Your answer should be every line below that includes the word "Hacienda".

### EXTRACTED INFORMATION

-----

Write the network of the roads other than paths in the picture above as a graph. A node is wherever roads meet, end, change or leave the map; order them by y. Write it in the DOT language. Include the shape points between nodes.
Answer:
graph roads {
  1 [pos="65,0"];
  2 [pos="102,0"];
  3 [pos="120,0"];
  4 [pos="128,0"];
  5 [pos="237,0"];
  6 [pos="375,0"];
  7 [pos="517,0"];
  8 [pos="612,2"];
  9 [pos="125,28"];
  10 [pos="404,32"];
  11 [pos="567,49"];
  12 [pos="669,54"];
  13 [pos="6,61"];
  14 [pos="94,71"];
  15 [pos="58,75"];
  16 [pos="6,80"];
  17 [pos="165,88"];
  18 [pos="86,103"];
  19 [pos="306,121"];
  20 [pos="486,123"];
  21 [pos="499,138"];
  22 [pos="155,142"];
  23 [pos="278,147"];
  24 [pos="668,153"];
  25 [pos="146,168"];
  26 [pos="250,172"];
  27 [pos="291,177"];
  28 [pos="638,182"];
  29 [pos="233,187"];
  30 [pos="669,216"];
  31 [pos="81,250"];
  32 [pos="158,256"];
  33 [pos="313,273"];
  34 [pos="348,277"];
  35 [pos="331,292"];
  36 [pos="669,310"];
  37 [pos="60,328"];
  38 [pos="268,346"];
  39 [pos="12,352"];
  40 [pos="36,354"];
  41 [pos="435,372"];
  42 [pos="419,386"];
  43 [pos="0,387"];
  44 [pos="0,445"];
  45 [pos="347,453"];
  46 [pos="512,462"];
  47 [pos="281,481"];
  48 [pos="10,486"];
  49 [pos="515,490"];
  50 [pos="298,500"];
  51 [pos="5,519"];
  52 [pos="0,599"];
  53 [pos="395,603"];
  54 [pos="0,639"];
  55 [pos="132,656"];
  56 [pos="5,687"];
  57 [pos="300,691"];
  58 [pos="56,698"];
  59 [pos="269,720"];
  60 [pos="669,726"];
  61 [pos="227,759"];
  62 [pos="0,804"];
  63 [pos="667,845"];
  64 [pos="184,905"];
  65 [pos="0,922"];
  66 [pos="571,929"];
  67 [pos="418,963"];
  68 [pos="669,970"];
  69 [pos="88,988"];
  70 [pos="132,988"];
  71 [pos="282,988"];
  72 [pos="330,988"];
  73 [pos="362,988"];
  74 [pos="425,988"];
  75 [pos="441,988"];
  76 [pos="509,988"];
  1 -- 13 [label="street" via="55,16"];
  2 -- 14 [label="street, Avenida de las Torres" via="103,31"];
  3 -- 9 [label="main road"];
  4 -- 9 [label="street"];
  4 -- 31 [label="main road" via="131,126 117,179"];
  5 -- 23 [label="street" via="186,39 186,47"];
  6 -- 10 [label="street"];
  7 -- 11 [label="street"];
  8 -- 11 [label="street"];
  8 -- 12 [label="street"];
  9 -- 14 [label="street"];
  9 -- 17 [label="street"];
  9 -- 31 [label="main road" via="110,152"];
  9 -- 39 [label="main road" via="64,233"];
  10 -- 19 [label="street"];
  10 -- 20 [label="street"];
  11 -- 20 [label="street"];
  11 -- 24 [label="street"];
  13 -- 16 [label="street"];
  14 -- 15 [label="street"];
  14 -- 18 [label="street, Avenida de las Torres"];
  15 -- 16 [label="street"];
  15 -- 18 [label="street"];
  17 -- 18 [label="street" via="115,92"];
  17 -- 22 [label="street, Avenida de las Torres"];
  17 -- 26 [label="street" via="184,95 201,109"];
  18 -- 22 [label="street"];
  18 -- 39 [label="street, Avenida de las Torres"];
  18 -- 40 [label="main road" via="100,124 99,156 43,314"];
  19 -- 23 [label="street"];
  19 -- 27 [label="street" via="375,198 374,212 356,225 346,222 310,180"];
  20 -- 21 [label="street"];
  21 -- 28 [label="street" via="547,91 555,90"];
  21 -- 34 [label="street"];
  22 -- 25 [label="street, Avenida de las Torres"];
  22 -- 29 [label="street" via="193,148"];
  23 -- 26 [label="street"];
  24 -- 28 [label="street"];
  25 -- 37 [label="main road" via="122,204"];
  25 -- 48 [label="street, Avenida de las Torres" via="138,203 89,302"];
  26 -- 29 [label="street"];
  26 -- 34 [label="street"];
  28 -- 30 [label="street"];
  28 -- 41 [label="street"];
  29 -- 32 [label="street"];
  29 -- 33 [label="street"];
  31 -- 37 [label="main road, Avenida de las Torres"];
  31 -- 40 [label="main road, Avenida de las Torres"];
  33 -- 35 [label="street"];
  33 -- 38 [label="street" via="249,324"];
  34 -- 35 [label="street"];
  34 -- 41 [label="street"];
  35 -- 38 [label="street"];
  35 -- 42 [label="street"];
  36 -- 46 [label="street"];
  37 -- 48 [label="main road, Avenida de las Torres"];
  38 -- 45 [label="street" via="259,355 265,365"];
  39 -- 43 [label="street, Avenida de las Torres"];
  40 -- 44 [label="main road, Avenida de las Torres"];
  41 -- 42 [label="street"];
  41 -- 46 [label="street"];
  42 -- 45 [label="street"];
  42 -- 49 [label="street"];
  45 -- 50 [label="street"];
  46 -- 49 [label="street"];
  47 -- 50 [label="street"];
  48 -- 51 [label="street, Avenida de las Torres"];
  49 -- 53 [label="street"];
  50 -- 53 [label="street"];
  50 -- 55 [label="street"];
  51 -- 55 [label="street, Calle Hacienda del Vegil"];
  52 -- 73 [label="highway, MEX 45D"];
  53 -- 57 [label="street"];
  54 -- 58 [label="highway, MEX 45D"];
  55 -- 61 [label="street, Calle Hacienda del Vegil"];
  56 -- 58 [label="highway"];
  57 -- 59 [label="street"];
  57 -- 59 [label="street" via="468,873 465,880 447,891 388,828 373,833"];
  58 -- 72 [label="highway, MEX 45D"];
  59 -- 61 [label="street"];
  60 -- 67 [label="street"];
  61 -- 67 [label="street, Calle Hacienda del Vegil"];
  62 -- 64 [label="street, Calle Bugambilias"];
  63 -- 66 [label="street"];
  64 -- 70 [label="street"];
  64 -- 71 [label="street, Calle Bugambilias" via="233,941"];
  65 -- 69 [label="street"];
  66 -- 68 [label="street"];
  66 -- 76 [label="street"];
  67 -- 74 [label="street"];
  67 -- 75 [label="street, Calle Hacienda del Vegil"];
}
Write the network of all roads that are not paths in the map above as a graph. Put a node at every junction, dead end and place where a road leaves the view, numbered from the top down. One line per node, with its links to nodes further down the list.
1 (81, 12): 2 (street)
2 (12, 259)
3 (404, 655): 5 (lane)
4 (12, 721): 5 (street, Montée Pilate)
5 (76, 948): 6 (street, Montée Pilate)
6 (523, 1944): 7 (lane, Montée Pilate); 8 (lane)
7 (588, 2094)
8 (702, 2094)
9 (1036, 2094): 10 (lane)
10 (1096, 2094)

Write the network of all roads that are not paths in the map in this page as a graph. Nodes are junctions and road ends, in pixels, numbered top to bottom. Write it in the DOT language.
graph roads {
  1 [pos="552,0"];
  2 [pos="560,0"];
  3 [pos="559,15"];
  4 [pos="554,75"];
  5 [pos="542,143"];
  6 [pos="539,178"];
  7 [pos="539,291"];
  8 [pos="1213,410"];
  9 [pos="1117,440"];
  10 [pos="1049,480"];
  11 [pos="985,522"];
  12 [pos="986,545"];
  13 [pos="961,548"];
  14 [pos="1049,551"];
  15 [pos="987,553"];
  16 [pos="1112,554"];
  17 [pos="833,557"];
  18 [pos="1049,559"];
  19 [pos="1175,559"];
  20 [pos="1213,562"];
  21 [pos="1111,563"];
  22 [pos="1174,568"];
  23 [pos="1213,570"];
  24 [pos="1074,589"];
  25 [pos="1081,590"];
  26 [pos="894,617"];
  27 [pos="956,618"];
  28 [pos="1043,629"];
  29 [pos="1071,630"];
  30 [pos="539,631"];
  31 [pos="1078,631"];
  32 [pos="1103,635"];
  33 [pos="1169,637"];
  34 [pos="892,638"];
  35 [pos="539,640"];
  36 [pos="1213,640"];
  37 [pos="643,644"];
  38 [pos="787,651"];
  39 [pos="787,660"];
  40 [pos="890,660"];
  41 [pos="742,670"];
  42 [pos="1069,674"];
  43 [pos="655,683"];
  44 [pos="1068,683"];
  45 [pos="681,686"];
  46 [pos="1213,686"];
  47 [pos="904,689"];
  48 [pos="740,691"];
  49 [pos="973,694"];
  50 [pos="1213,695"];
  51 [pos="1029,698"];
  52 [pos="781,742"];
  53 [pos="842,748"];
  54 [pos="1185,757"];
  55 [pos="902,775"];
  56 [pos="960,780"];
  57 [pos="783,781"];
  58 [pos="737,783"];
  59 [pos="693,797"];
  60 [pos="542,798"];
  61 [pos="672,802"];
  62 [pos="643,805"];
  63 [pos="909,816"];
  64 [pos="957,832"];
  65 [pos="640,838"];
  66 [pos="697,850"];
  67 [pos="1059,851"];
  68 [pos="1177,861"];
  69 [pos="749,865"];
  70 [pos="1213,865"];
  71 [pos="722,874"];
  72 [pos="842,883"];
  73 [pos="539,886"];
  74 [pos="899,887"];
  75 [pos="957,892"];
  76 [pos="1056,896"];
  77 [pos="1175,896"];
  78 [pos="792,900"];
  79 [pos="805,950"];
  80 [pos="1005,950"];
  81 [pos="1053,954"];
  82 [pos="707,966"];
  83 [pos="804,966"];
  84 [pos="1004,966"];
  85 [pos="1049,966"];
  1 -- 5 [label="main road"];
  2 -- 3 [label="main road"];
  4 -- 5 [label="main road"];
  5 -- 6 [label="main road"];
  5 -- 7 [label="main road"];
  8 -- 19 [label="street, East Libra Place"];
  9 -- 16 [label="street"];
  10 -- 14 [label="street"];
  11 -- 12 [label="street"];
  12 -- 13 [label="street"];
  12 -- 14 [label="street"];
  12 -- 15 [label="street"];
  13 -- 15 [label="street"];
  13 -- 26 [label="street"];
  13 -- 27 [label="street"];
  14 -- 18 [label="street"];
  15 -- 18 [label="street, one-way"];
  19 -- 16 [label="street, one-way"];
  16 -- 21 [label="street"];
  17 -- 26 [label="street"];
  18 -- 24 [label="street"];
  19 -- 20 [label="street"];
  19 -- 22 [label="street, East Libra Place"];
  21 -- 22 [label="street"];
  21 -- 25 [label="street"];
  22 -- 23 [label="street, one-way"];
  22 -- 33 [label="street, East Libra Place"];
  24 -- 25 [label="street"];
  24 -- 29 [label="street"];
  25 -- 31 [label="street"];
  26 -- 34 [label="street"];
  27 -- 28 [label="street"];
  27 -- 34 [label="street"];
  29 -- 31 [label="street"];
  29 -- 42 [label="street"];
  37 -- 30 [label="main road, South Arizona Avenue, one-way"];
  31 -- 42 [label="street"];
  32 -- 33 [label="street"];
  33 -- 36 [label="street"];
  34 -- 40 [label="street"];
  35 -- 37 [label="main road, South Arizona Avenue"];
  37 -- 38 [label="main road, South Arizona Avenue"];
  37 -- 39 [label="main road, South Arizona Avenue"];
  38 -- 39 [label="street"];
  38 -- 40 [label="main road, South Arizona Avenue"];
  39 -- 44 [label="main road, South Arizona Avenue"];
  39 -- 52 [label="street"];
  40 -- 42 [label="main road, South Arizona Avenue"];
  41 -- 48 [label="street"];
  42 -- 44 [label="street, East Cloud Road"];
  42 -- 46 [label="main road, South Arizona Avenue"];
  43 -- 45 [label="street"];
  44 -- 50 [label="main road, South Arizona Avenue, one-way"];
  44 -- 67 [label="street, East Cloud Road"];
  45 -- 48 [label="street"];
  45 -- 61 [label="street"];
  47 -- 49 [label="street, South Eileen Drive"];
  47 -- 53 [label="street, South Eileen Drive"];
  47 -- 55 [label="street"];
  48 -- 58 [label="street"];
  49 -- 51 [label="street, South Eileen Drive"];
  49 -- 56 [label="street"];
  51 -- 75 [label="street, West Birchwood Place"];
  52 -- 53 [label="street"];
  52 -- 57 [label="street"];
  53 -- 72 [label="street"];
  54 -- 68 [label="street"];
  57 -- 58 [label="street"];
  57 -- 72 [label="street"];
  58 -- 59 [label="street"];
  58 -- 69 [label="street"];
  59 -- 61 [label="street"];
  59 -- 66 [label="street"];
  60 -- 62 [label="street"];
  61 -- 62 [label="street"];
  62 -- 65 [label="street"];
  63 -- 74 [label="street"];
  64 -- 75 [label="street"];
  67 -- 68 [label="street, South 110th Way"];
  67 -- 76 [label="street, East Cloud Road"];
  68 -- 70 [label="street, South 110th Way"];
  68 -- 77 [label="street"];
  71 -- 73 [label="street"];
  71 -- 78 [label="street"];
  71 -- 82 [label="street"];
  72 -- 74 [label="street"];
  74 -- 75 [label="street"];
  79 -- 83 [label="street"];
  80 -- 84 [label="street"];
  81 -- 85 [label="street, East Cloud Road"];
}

-----

### WRITTEN RESPONSE
  51 -- 55 [label="street, Calle Hacienda del Vegil"];
  55 -- 61 [label="street, Calle Hacienda del Vegil"];
  61 -- 67 [label="street, Calle Hacienda del Vegil"];
  67 -- 75 [label="street, Calle Hacienda del Vegil"];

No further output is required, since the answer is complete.